Mmmmm interesting, Shambolic. I work with the general public so am used to interacting with strangers professionally. However, I like to keep my distance from them, socially. So, now, I am in a different position. Maybe part of me feels uncomfortable when approached, but I really love chatting to people. I'll happily gabble away to people about nonsense if asked!

No, I still think it's just a personal space issue.....

Randomrabbit- you're not odd. Maybe look at the Mum's face/or ask to see whether she's ok with it or not

OP posts:
aprilflower · 07/04/2009 20:48

sorry should read anybody not anyway

Shambolic · 07/04/2009 20:55

Worth a try...

I still think that babies don't have personal space ideas like we do. They enjoy physical contact and hugs and snuggles etc, it's only once socialised that they realise that it's not done.

I mean in the UK people are very uptight about physical contact - I know loads of people who hate the whole "kissing on the cheek" thing which has started being common in the last couple of decades.

Personally I don't go around hugging my friends or kissing them.
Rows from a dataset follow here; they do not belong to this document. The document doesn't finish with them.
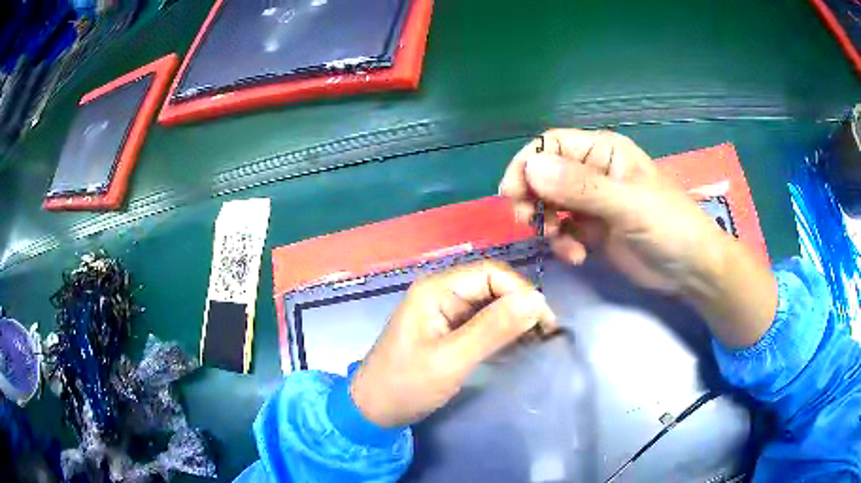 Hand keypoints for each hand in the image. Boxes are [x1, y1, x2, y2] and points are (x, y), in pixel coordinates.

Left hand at [349, 261, 556, 427]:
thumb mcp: (451, 360)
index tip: (546, 322)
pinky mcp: (447, 330)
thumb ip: (493, 329)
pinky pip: (481, 322)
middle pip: (492, 287)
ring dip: (514, 320)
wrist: (373, 410)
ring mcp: (444, 311)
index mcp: (436, 289)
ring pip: (489, 304)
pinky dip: (501, 332)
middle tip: (545, 334)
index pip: (491, 274)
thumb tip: (536, 300)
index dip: (522, 292)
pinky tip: (517, 346)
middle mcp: (441, 292)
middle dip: (521, 306)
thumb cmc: (406, 384)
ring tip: (537, 341)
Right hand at [499, 128, 776, 347]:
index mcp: (602, 152)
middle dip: (533, 197)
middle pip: (544, 174)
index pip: (552, 144)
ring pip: (549, 204)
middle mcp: (592, 172)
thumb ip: (581, 187)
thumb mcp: (627, 205)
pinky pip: (562, 231)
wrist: (690, 269)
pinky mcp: (592, 231)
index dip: (528, 163)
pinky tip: (576, 256)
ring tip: (559, 243)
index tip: (512, 192)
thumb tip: (531, 168)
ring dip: (546, 224)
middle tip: (528, 221)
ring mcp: (591, 203)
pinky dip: (562, 244)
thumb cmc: (669, 226) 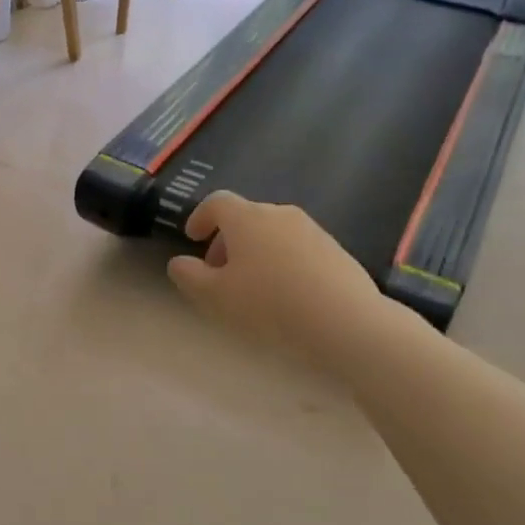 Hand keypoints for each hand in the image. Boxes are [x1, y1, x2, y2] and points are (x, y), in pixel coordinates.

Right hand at [167, 191, 381, 358]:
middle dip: (226, 241)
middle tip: (218, 274)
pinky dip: (281, 263)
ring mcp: (312, 230)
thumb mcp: (214, 296)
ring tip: (251, 288)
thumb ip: (189, 276)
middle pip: (245, 218)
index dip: (200, 217)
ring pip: (272, 234)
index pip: (217, 202)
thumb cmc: (268, 305)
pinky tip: (284, 296)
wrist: (345, 322)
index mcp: (247, 218)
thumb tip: (179, 262)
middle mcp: (280, 214)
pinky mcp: (335, 251)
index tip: (192, 238)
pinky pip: (297, 249)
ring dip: (254, 253) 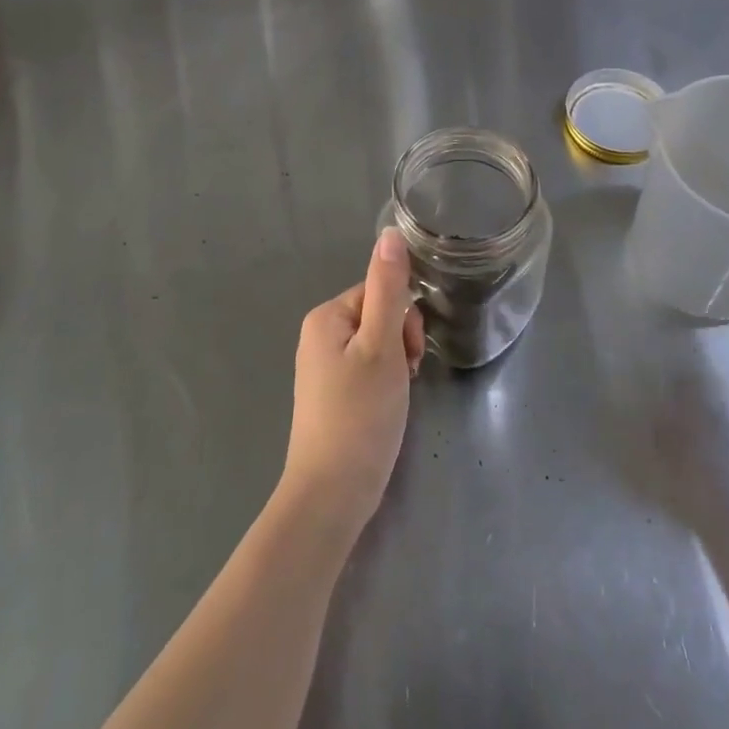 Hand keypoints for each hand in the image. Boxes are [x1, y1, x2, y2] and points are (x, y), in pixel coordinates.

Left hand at [278, 229, 424, 539]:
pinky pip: (367, 370)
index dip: (404, 321)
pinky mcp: (331, 395)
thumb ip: (389, 288)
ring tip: (394, 399)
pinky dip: (384, 385)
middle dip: (401, 343)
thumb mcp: (382, 345)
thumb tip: (391, 233)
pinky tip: (385, 410)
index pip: (381, 292)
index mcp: (326, 316)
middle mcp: (319, 335)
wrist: (331, 495)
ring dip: (396, 366)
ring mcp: (323, 367)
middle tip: (403, 379)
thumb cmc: (360, 415)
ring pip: (378, 345)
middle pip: (379, 316)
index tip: (409, 355) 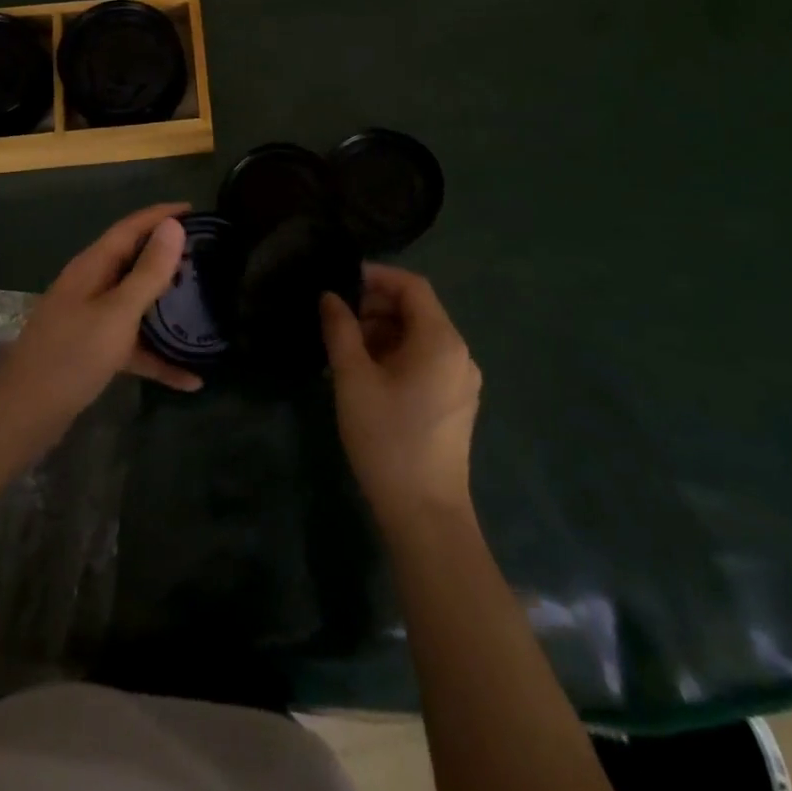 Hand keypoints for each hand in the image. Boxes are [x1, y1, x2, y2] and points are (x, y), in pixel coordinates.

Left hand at [0, 203, 203, 427]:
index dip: (161, 215)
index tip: (195, 210)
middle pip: (134, 262)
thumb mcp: (118, 312)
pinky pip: (133, 345)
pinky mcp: (94, 351)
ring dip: (167, 306)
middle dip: (168, 257)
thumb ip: (148, 271)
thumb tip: (173, 226)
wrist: (25, 414)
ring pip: (136, 304)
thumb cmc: (72, 355)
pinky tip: (190, 379)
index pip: (130, 228)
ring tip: (204, 305)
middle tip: (207, 256)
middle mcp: (91, 286)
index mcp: (93, 267)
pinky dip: (158, 357)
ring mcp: (91, 320)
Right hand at [321, 266, 481, 530]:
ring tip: (346, 349)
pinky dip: (397, 355)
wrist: (425, 514)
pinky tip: (367, 375)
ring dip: (384, 332)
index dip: (377, 276)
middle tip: (338, 320)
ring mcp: (461, 381)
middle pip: (418, 310)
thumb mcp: (353, 379)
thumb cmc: (387, 438)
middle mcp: (459, 353)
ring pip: (420, 337)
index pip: (412, 286)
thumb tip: (330, 297)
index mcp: (440, 340)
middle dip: (377, 306)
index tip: (342, 280)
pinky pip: (426, 361)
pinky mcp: (455, 403)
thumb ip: (340, 330)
We are a very unphysical bunch.

So maybe it's no surprise when the advent of children suddenly means that people go around touching, something that people just aren't used to.

The thing is that people being scared of interacting with children, for fear they might do it wrong/get told off/be accused of something has meant that children have been sort of separated from mainstream society which has resulted in some of the problems that we are always bemoaning.

And it all starts when people are told not to smile or coo at babies. (I know that's not what you're saying, but if an old dear is told to stop it, she's unlikely to approach any other babies for fear of being told off again).

Gentle · 07/04/2009 21:02

Shambolic I did LOL at "all the old ladies being told to bog off" - gave me a very poignant mental picture of elderly gentlefolk trudging off sadly into the sunset...

Wasn't there a Monty Python cartoon about a pram that ate elderly women who bent down to have a look at the baby?

Shambolic · 07/04/2009 21:04

Yes and the baby eating them...

I think they do trudge off sadly into the sunset

I need the opposite for when I have my new baby - to say "yes you can pat her if you like" without sounding completely nuts. So many people were visibly restraining themselves from chucking DDs cheek it really saddened me.